--- START ---

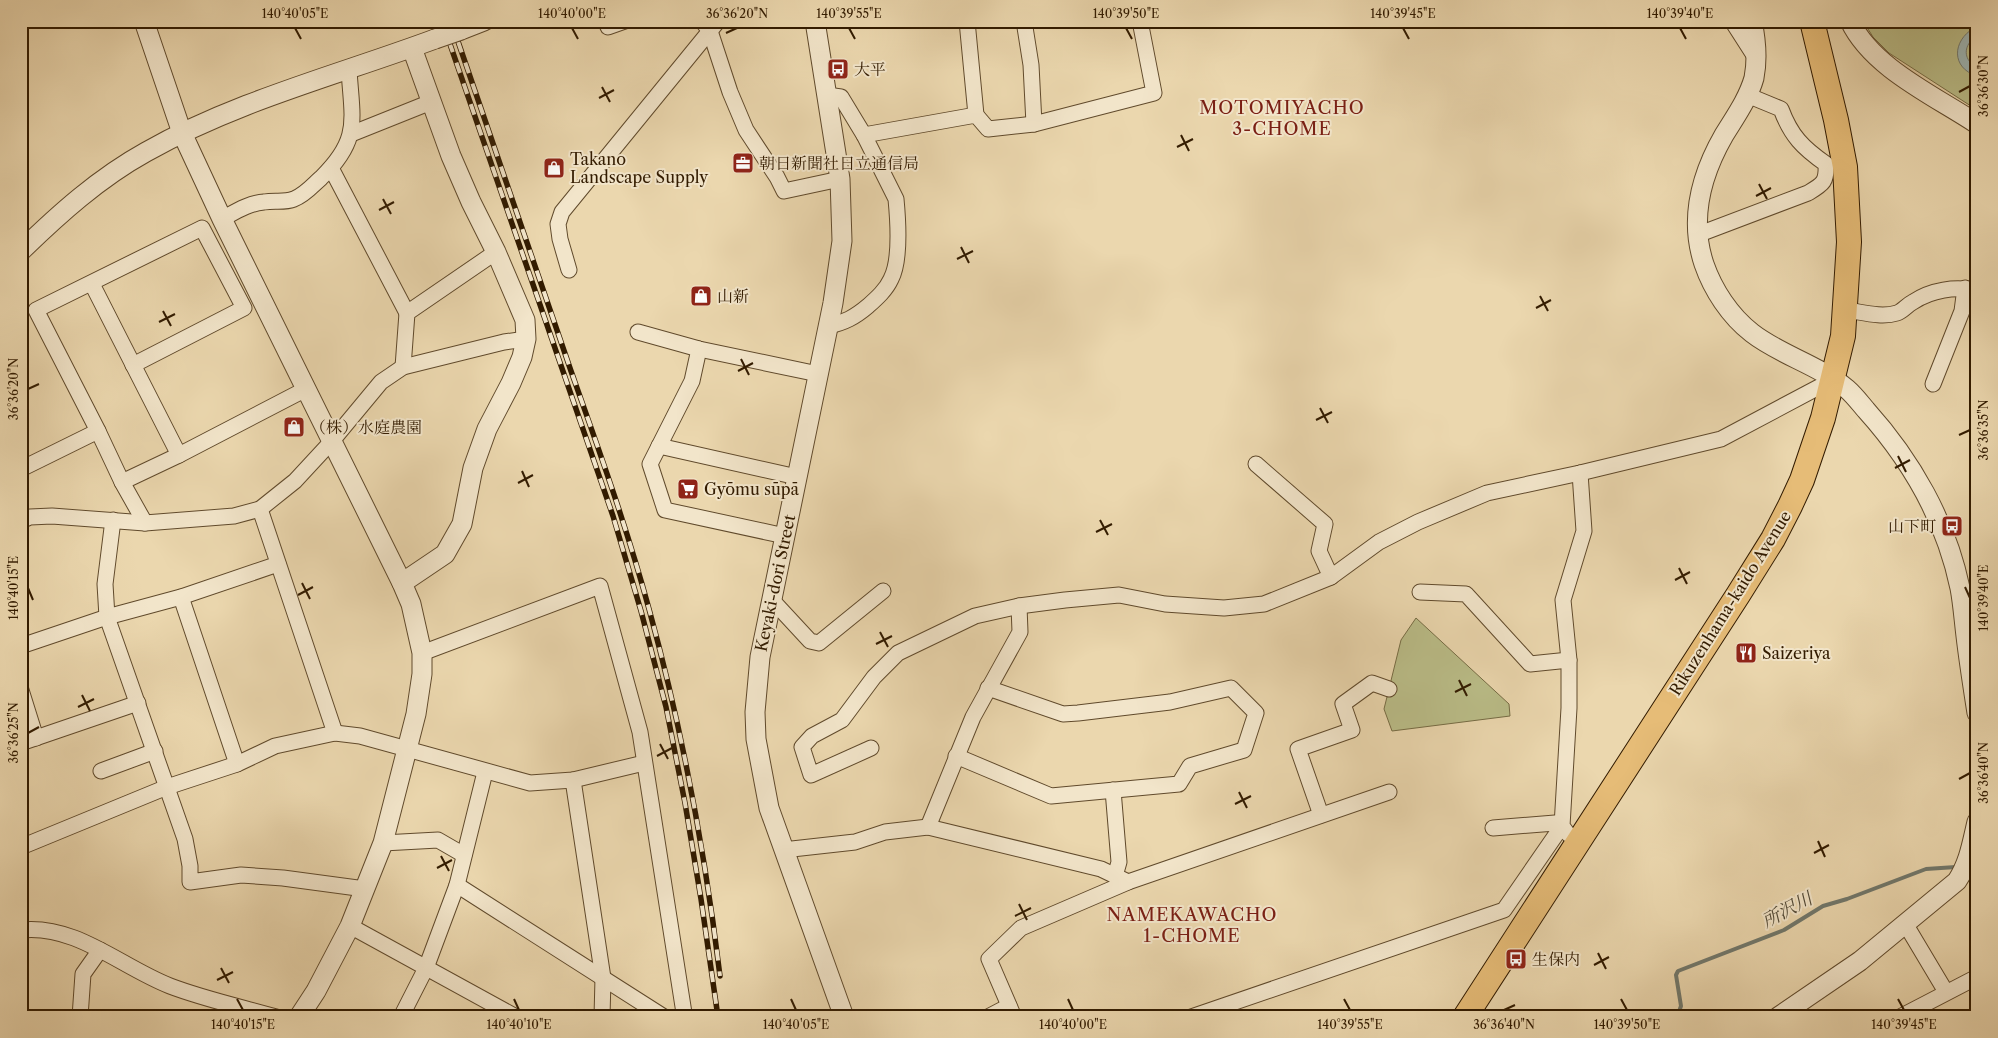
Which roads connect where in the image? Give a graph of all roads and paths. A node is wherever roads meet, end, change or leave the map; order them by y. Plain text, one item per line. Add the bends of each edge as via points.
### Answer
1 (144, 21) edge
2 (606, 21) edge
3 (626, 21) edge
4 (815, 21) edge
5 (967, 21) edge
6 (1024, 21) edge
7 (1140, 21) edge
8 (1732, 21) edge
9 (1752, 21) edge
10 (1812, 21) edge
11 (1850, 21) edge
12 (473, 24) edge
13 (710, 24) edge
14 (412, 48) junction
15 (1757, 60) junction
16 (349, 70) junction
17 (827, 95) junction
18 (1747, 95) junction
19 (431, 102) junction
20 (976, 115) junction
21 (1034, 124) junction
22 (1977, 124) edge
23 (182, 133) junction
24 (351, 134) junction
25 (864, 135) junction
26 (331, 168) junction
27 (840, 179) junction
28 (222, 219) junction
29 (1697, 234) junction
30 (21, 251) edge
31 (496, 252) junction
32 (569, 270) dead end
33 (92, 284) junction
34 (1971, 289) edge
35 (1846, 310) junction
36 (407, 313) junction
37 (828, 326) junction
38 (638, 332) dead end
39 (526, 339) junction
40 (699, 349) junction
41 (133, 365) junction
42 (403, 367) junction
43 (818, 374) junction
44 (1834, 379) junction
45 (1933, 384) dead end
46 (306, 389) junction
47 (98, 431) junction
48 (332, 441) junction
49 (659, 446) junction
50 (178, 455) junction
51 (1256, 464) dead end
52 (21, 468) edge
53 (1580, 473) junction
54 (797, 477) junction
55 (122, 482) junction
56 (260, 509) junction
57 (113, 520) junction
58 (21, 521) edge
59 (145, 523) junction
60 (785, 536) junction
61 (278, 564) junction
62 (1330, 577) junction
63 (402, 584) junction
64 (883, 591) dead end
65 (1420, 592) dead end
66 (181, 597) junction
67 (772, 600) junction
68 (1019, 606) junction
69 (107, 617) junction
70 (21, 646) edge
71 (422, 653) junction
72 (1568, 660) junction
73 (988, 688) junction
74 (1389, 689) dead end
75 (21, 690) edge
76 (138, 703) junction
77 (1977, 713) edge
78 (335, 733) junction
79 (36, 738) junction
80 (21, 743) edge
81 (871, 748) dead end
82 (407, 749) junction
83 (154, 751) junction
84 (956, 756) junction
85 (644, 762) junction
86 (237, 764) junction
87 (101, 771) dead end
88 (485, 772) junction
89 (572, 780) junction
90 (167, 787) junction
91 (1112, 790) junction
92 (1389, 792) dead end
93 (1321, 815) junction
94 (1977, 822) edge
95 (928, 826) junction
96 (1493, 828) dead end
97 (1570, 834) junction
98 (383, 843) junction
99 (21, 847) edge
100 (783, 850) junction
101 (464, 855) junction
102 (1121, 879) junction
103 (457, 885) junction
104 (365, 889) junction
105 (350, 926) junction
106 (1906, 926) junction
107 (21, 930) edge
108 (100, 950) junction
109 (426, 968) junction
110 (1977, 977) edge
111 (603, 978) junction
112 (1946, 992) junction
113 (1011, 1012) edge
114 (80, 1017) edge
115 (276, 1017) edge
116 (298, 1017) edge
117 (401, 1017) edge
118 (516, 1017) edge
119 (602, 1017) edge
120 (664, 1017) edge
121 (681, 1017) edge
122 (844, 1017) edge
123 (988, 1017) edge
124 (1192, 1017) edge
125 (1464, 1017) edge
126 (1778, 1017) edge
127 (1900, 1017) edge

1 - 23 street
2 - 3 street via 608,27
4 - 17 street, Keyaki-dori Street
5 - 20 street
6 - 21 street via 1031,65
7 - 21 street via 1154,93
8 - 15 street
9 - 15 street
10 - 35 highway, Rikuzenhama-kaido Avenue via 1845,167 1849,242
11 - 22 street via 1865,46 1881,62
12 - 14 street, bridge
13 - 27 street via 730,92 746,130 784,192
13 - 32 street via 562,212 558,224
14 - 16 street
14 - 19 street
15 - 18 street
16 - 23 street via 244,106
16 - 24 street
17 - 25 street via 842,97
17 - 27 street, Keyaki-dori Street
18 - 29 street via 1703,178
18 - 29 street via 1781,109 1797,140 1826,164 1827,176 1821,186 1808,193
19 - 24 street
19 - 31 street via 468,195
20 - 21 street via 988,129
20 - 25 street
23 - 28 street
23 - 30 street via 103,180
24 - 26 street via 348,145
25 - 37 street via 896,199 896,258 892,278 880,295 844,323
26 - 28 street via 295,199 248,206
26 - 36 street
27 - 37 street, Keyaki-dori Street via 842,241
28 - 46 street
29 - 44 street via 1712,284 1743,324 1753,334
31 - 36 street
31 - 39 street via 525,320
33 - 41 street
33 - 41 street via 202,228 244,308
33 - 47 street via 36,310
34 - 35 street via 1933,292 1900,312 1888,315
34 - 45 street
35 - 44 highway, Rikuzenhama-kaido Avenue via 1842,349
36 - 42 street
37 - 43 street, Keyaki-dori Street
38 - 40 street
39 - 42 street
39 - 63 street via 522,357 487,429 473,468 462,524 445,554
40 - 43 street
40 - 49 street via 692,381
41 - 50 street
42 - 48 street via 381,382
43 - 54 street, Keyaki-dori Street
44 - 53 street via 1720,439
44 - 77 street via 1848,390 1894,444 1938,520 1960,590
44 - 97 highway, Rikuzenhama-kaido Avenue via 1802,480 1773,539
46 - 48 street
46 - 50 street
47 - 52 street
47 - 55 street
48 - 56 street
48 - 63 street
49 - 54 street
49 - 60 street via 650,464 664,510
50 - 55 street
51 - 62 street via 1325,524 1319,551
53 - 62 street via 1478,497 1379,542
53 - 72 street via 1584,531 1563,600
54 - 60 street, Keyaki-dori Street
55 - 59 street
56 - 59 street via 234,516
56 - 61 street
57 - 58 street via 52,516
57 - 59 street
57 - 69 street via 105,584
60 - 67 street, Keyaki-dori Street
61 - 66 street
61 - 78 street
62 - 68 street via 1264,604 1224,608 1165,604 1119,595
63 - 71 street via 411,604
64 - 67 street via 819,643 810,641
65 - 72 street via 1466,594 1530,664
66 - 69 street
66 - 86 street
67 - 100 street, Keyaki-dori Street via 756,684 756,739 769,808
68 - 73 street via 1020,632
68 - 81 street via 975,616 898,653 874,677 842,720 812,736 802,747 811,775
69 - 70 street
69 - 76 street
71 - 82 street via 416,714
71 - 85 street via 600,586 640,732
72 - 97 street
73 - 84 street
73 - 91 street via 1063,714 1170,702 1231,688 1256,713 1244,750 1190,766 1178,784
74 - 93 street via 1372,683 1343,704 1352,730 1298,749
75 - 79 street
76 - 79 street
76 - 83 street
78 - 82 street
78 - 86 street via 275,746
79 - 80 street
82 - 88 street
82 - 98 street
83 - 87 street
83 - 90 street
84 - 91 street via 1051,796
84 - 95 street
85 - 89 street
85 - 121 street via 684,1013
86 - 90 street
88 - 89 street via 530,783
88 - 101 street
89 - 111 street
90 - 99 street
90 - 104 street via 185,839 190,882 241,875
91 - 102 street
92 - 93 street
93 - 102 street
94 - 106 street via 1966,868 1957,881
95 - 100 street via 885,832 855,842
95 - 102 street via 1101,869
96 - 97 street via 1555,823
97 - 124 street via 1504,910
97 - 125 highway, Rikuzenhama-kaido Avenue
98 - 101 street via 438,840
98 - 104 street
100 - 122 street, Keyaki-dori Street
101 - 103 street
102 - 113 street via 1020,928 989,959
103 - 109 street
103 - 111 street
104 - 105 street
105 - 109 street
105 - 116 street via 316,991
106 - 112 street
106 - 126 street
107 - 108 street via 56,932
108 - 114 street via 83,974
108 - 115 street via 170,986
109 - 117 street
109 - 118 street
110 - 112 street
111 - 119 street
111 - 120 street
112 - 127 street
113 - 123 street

--- END ---

## DESCRIPTION OF THE TASK
Scan the records above, then copy out each line that mentions "dead".

## SOLVED PROBLEM
32 (569, 270) dead end
38 (638, 332) dead end
45 (1933, 384) dead end
51 (1256, 464) dead end
64 (883, 591) dead end
65 (1420, 592) dead end
74 (1389, 689) dead end
81 (871, 748) dead end
87 (101, 771) dead end
92 (1389, 792) dead end
96 (1493, 828) dead end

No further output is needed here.